La historia de la humanidad es reveladora: el ser humano termina engulléndose a sí mismo. Lo dijo Hobbes, pero también muchos otros, como sucedió a finales del siglo XIX con Anatole France (Anatole François Thibault) en su obra “Les Dieux ont soif” (“Los dioses tienen sed”), al sentenciar que la revolución habría devorado a sus propios hijos.

\u0009Su novela, inspirada en la Revolución Francesa, revivirá los aciagos momentos acaecidos durante la crítica fase del “Terror”. Évariste Gamelin es el joven protagonista: hombre sencillo, honrado, que poco a poco se transforma hasta convertirse en un ser de tintes monstruosos, transfigurado de un “pintor, discípulo de David”, en un miembro del Tribunal Revolucionario que enviará a decenas de personas a la guillotina.

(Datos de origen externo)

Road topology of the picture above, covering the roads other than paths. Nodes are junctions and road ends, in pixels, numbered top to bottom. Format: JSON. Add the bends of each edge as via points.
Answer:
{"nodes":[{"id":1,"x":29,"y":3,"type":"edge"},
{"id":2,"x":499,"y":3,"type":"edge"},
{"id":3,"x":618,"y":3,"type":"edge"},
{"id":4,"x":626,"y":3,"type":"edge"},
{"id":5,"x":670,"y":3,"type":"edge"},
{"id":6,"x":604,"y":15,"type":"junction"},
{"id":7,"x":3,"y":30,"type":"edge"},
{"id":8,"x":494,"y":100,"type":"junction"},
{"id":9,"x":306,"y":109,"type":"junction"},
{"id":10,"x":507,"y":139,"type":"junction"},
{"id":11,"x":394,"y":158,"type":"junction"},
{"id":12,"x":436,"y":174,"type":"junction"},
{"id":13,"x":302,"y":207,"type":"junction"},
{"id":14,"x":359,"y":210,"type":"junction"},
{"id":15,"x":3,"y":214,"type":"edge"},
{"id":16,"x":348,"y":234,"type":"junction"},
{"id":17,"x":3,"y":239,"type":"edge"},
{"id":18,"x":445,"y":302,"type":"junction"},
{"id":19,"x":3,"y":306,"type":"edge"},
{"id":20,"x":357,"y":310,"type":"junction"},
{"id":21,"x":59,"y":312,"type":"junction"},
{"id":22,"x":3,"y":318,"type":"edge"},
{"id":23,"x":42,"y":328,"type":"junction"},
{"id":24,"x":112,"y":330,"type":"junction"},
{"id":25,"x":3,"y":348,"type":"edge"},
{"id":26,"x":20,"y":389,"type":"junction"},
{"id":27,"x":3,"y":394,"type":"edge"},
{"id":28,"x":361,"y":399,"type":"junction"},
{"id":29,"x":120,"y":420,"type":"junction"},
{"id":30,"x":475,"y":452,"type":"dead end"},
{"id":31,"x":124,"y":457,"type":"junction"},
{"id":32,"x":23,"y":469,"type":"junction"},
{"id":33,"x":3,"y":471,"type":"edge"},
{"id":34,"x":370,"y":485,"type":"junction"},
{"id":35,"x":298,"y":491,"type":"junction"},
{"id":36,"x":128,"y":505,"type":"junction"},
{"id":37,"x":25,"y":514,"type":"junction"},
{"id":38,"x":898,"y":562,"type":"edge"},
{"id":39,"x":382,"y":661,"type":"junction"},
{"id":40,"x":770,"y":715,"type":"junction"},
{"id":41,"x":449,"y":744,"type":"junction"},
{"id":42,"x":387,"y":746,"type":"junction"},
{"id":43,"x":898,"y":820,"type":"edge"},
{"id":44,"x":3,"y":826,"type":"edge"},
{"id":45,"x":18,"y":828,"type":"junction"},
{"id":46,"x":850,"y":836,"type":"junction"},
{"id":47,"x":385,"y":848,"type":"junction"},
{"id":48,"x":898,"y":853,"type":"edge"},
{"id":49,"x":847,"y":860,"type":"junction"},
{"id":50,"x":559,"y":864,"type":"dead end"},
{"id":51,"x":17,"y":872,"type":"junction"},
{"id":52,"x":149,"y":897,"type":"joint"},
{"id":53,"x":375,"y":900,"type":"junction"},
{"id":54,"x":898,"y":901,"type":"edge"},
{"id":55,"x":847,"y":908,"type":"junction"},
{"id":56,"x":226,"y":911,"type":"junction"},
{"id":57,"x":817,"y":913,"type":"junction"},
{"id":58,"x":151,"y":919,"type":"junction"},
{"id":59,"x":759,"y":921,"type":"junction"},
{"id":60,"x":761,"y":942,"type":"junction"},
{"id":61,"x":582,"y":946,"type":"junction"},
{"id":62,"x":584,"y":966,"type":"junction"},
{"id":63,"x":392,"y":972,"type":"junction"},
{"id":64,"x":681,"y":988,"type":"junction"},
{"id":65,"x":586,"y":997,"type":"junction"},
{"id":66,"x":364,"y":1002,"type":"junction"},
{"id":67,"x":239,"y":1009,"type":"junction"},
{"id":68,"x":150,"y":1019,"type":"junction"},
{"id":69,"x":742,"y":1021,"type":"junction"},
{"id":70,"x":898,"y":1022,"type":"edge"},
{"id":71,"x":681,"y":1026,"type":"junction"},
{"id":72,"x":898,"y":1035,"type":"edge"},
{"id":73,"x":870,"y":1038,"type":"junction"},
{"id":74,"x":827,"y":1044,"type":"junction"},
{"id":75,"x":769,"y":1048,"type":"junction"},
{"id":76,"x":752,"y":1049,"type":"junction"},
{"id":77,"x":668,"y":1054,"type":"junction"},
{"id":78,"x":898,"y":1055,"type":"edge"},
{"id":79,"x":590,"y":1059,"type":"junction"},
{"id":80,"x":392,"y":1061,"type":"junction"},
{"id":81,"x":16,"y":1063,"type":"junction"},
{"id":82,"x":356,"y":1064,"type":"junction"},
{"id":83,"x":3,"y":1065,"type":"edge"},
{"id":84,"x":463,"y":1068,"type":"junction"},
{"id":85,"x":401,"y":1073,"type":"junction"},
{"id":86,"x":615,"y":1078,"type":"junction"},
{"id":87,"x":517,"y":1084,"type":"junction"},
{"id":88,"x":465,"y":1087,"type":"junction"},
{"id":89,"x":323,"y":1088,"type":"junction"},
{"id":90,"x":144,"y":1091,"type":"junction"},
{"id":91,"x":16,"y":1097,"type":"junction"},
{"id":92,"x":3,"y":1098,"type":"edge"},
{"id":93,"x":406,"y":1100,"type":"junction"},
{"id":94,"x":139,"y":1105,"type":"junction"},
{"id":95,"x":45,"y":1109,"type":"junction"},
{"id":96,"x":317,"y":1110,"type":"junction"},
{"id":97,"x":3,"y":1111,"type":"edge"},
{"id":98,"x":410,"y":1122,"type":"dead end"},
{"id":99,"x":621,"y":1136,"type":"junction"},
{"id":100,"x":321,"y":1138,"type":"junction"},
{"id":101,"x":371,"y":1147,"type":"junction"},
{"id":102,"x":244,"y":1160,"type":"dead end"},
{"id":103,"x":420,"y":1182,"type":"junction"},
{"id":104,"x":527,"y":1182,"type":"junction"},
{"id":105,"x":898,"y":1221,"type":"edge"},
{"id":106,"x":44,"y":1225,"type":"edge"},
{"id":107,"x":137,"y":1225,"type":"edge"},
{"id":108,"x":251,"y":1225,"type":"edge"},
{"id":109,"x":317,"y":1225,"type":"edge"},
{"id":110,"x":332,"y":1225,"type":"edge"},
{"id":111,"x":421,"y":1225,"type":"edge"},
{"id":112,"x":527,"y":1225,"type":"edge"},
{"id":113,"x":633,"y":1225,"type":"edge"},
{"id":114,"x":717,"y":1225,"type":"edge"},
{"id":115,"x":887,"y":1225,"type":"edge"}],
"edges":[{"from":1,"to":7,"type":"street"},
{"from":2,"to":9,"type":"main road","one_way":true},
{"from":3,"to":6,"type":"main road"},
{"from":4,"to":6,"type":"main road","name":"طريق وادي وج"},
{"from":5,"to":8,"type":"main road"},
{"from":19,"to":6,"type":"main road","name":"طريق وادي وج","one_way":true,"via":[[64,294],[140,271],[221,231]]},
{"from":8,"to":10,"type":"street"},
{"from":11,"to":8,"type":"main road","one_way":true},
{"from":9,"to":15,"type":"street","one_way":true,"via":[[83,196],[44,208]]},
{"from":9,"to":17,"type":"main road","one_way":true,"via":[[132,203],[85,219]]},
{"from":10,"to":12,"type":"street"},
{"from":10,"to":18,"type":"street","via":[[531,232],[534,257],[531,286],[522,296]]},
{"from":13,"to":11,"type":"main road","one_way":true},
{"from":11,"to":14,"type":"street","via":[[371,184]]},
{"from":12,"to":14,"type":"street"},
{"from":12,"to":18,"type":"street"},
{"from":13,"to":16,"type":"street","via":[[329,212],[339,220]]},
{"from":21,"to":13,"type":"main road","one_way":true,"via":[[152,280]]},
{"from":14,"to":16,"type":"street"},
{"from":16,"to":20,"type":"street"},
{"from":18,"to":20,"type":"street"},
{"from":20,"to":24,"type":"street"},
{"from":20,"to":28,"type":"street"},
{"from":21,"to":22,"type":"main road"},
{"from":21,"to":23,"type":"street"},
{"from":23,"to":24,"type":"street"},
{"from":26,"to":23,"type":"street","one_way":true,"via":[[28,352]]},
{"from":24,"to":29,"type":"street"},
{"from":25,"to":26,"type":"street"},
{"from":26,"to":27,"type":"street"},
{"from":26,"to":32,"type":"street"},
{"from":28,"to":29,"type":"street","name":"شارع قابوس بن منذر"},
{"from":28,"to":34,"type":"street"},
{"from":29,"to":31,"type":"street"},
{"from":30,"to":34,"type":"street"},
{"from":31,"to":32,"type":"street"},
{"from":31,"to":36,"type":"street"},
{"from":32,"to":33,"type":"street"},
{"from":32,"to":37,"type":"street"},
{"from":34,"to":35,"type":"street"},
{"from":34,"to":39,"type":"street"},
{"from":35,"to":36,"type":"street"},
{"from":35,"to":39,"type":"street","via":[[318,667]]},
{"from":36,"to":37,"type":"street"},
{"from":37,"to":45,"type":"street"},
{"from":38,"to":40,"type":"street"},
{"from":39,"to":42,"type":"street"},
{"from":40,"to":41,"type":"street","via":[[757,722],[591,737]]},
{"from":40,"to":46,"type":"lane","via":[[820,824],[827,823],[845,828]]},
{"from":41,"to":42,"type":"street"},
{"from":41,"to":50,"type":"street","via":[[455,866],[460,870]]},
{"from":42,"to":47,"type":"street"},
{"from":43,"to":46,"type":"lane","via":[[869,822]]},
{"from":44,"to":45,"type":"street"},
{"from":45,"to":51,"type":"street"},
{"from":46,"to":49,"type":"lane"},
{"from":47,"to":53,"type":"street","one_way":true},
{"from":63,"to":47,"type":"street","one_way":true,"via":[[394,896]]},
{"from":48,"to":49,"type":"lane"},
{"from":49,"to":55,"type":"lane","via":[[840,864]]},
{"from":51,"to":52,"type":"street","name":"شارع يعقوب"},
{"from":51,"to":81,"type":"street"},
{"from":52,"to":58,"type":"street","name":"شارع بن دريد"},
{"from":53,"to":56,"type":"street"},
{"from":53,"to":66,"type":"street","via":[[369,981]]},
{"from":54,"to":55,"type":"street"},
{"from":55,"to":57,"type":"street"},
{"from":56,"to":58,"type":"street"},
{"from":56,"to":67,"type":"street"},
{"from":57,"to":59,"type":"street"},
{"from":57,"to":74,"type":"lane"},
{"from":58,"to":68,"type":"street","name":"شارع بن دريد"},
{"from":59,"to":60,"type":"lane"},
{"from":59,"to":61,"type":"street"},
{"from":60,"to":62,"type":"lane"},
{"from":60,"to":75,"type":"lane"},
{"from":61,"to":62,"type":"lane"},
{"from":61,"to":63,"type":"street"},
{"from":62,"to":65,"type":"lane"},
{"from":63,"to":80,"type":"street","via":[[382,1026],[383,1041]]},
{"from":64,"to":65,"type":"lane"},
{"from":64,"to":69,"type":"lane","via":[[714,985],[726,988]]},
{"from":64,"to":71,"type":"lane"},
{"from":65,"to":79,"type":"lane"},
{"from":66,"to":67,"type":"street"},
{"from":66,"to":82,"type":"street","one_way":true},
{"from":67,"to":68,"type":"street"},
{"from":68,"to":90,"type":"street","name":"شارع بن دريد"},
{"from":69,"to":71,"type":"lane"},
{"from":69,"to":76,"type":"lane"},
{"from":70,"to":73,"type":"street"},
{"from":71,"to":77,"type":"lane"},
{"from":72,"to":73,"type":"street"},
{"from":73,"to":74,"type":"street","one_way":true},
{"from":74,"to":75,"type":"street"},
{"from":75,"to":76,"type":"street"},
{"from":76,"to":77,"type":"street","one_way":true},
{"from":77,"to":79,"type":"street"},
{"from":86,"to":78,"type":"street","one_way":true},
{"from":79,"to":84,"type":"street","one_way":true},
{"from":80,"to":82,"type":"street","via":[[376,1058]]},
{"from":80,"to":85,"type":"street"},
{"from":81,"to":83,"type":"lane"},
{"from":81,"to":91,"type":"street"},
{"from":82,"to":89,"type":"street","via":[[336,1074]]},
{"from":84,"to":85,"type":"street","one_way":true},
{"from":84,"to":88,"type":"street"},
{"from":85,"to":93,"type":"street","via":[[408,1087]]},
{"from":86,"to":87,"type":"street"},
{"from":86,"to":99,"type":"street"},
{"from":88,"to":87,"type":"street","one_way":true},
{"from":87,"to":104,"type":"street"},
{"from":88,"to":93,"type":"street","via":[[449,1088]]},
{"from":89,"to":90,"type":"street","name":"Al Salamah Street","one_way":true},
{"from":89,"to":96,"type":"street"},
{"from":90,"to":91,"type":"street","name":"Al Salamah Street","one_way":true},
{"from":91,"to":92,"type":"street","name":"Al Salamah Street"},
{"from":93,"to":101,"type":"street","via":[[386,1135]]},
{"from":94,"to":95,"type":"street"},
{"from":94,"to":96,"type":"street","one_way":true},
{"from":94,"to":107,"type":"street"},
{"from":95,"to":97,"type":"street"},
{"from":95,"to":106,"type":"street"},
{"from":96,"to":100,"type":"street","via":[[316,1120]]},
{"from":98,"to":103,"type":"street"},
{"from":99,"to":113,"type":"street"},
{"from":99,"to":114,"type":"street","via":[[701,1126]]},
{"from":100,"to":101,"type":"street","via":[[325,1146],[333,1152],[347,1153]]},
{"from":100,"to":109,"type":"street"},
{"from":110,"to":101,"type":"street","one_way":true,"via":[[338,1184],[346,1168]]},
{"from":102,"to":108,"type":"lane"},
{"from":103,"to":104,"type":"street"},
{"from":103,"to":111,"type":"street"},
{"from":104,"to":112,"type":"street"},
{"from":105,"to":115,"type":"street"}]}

En él, France representa al ciudadano común, pero en especial al artista fervorosamente revolucionario, fiel al nuevo aparato de poder estatal, que termina por actuar en contra de la ciudadanía creyendo que así obra en favor de su Patria, como resultado de la vorágine que arrasa a una colectividad que sólo sabe corear consignas, pero no hacer de ellas una realidad. El primer ejemplo de ello nos lo muestra en la propia puerta de la fúnebre iglesia con la que abre su novela y en la que reza como apotegma la “divisa republicana”: “LIBERTAD – IGUALDAD – FRATERNIDAD – O LA MUERTE”.

\u0009Parnasiano, apasionado de la cultura grecolatina y admirador de la obra de Chénier, Chateaubriand, Lisle, Hugo, Verlaine y Mallarmé, France hará de “Los dioses tienen sed” la gran novela de la revolución, en la que no sólo pondrá en relieve a la humanidad desde todos los ángulos posibles, haciendo hincapié en sus luces e iluminando sus sombras, sino que nos ofrecerá también la más diáfana radiografía de la esencia dictatorial jacobina, la misma que en el discurso encontró a su principal instrumento de persuasión y de acción: “Robespierre lo significaba todo [escribirá France]; sutilizaba el bien y el mal en fórmulas claras y sencillas… En la unidad y la indivisibilidad estaba la salvación; en el federalismo la condenación. Gamelin sentía el profundo goce de un creyente que descubre la palabra redentora y la palabra execrable. En lo sucesivo el Tribunal Revolucionario -como el eclesiástico de otros tiempo- juzgaría el crimen absoluto y el crimen verbal”.

Poco a poco, conforme avanza la obra, al protagonista las palabras de los revolucionarios le “revelan” la “verdad” y pronto él mismo juzga, uno tras otro, a los apresados, sin necesidad de mayor conocimiento ni experiencia judicial, lo mismo a mujeres que ancianos, adolescentes que adultos, amos que criados. Para todos tiene un solo veredicto: pena de muerte. Su destino: el patíbulo. En cada hombre ve a un traidor, en cada casa a una conspiración. A Gamelin no lo conmueve ni siquiera la belleza femenina. Para él son aún más dañinas las mujeres que los hombres. “Las odiaba sin confesarse aquellos odios, y al presentársele ocasión de juzgarlas condenaba rencorosamente, seguro de hacerlo con justicia en aras de la tranquilidad pública”, mientras en su fuero interno exclamaba: “¡República” Entre tantos enemigos declarados o secretos ¿cómo te defenderás? ¡Oh, santa guillotina, salva a la Patria…!”.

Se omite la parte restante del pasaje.